Segurança

Consideramos-nos aventureiros, porém não radicalizamos dentro de nosso princípio de bem viver. Deixamos as surpresas da viagem por conta do clima (que sempre nos prega peças – a natureza é imprevisível) e por outros imprevistos tais como estradas fechadas, desvios, etc.

Eu, o Jota, tenho um problema genético e congênito que começou a aparecer aos 39 anos de idade que é o seguinte: quando não tenho boa percepção visual do ambiente perco totalmente o equilíbrio, tanto a pé, de bicicleta e também de moto. Não existe tratamento para isso.

Cientes dessa limitação e dentro dos princípios da segurança, sempre planejamos nossas viagens de maneira que não viajemos à noite (o único acidente que sofri em mais de 250 mil quilometros rodados, foi à noite num local deserto e sem nenhuma iluminação ou referência mais clara – no rípio próximo a Rio Gallegos-AR).

Também evitamos túneis longos sem iluminação e ou sinalização clara na pista. Isso limita nossas viagens, pero que no mucho.

Para evitar o cansaço demasiado e consequentemente a perda de reflexos, procuramos parar a cada 150 km (ou duas horas de viagem contínua). Nas paradas tomamos uma água, comemos algo leve quando necessário, usamos o banheiro e intercaladamente também abastecemos a moto.

Saímos sempre bem cedo e percorremos trechos diários que variam de 400 a 800 km (às vezes até 1000 km), dependendo do movimento, sinuosidade da estrada, do nosso estado físico, se tem aduana ou não, etc. Esse procedimento nos dá um lucro adicional já que chegamos mais cedo em nossos destinos, o que nos permite conhecer um pouco de algumas cidades onde, de outra maneira, só pernoitaríamos.

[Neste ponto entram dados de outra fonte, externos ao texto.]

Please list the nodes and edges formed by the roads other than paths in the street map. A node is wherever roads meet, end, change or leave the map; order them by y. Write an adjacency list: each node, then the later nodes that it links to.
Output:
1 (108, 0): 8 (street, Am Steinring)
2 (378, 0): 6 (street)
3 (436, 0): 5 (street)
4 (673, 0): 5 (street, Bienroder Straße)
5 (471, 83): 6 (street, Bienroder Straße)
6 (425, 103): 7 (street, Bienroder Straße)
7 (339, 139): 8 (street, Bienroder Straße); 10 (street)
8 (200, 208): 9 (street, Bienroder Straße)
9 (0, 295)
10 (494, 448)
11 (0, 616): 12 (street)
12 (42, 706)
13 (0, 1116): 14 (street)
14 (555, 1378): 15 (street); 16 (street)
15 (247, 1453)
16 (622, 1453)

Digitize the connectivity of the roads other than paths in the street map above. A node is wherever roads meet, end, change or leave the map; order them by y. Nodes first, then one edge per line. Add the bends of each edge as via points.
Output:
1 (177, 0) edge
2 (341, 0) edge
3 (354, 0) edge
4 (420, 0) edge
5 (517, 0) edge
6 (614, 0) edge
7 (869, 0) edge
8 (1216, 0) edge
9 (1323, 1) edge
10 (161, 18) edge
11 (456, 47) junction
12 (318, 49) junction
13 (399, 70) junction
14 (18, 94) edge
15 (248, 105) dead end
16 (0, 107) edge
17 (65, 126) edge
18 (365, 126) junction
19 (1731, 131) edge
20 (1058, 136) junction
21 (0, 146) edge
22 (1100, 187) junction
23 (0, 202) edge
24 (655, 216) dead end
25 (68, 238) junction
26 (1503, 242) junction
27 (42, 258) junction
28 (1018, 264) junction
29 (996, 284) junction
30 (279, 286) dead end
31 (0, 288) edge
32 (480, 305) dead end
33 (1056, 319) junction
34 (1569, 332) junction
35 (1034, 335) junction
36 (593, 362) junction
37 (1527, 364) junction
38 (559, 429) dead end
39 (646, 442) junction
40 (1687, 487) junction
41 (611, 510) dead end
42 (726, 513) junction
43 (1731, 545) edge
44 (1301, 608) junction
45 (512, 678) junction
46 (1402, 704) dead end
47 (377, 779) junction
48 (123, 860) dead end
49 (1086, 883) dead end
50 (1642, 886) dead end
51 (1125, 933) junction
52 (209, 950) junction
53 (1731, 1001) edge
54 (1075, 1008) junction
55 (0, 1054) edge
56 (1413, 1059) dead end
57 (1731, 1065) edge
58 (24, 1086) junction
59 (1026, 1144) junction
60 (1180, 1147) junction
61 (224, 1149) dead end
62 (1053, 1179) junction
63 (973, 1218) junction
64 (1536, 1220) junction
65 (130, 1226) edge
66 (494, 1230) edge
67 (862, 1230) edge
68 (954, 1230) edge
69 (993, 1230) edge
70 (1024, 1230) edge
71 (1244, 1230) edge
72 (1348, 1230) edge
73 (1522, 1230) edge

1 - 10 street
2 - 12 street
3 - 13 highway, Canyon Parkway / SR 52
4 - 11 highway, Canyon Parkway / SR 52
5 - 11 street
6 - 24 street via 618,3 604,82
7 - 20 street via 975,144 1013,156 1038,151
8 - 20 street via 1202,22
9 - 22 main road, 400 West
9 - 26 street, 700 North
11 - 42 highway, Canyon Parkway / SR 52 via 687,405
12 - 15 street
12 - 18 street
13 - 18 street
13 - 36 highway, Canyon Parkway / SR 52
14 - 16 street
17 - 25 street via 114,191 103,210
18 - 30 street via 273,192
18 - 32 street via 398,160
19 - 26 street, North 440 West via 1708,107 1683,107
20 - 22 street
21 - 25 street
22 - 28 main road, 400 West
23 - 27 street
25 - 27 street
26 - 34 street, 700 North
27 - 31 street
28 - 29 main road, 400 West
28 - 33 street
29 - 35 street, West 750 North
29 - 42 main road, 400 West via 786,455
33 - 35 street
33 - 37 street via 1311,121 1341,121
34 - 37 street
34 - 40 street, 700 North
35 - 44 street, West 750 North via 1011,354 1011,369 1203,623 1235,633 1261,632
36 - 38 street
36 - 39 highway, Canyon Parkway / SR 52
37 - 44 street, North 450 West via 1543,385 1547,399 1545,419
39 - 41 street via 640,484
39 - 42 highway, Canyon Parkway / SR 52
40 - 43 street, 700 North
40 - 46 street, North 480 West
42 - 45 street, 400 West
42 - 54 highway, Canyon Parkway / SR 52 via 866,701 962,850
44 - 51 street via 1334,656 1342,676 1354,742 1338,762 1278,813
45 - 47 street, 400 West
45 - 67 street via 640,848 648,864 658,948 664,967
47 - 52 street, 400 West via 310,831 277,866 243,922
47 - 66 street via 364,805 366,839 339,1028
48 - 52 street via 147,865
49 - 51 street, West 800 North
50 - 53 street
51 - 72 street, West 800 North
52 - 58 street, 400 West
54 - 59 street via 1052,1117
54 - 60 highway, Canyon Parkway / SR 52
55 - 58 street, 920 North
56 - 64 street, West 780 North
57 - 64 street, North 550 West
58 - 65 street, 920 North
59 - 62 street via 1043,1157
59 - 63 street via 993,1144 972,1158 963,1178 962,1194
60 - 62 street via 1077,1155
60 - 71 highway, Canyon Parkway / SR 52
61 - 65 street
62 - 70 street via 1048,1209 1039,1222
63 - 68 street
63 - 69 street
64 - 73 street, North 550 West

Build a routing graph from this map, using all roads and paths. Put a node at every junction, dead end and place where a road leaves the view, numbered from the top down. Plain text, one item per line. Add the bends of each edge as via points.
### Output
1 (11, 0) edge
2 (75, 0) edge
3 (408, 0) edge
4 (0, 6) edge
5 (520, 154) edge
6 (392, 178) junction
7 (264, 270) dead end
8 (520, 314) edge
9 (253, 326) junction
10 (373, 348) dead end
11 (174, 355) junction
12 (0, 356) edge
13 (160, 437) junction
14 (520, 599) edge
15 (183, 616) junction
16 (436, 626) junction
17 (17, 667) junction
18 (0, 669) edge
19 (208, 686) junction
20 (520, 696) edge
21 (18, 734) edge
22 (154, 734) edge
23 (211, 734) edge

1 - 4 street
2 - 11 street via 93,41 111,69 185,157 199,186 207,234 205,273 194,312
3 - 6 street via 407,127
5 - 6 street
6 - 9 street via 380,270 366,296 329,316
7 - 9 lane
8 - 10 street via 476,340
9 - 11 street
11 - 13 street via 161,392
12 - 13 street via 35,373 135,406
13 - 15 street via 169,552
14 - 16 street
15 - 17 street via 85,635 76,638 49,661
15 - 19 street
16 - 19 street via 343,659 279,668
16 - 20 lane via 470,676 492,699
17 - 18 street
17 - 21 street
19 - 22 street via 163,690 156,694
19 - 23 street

Se der “zebra” e a escuridão nos pegar, em trecho deserto, carregamos uma barraca para duas pessoas que “quebra bem o galho” por uma noite. Nunca a usamos. Sempre temos água e algumas barras de cereais.

Moto e equipamentos sempre revisados, com muito cuidado, ajudam a evitar surpresas desagradáveis.

A cada três dias de “puxada” procuramos ter um dia de descanso sem motocicleta. Iron Butt não é conosco.

Conforme o local para onde vamos, às vezes alugamos um telefone global via satélite (Iridium) e procuramos ter todos os números úteis das regiões por onde passaremos. Também nunca necessitamos utilizá-lo.

Nem tocamos no assunto da velocidade compatível com a estrada, movimento e clima, bem como, com o comportamento no trânsito. Afinal com nossa maturidade (adquirida pela experiência) e saindo para “curtir” a vida, não vemos sentido nenhum em adrenalina e riscos forçados.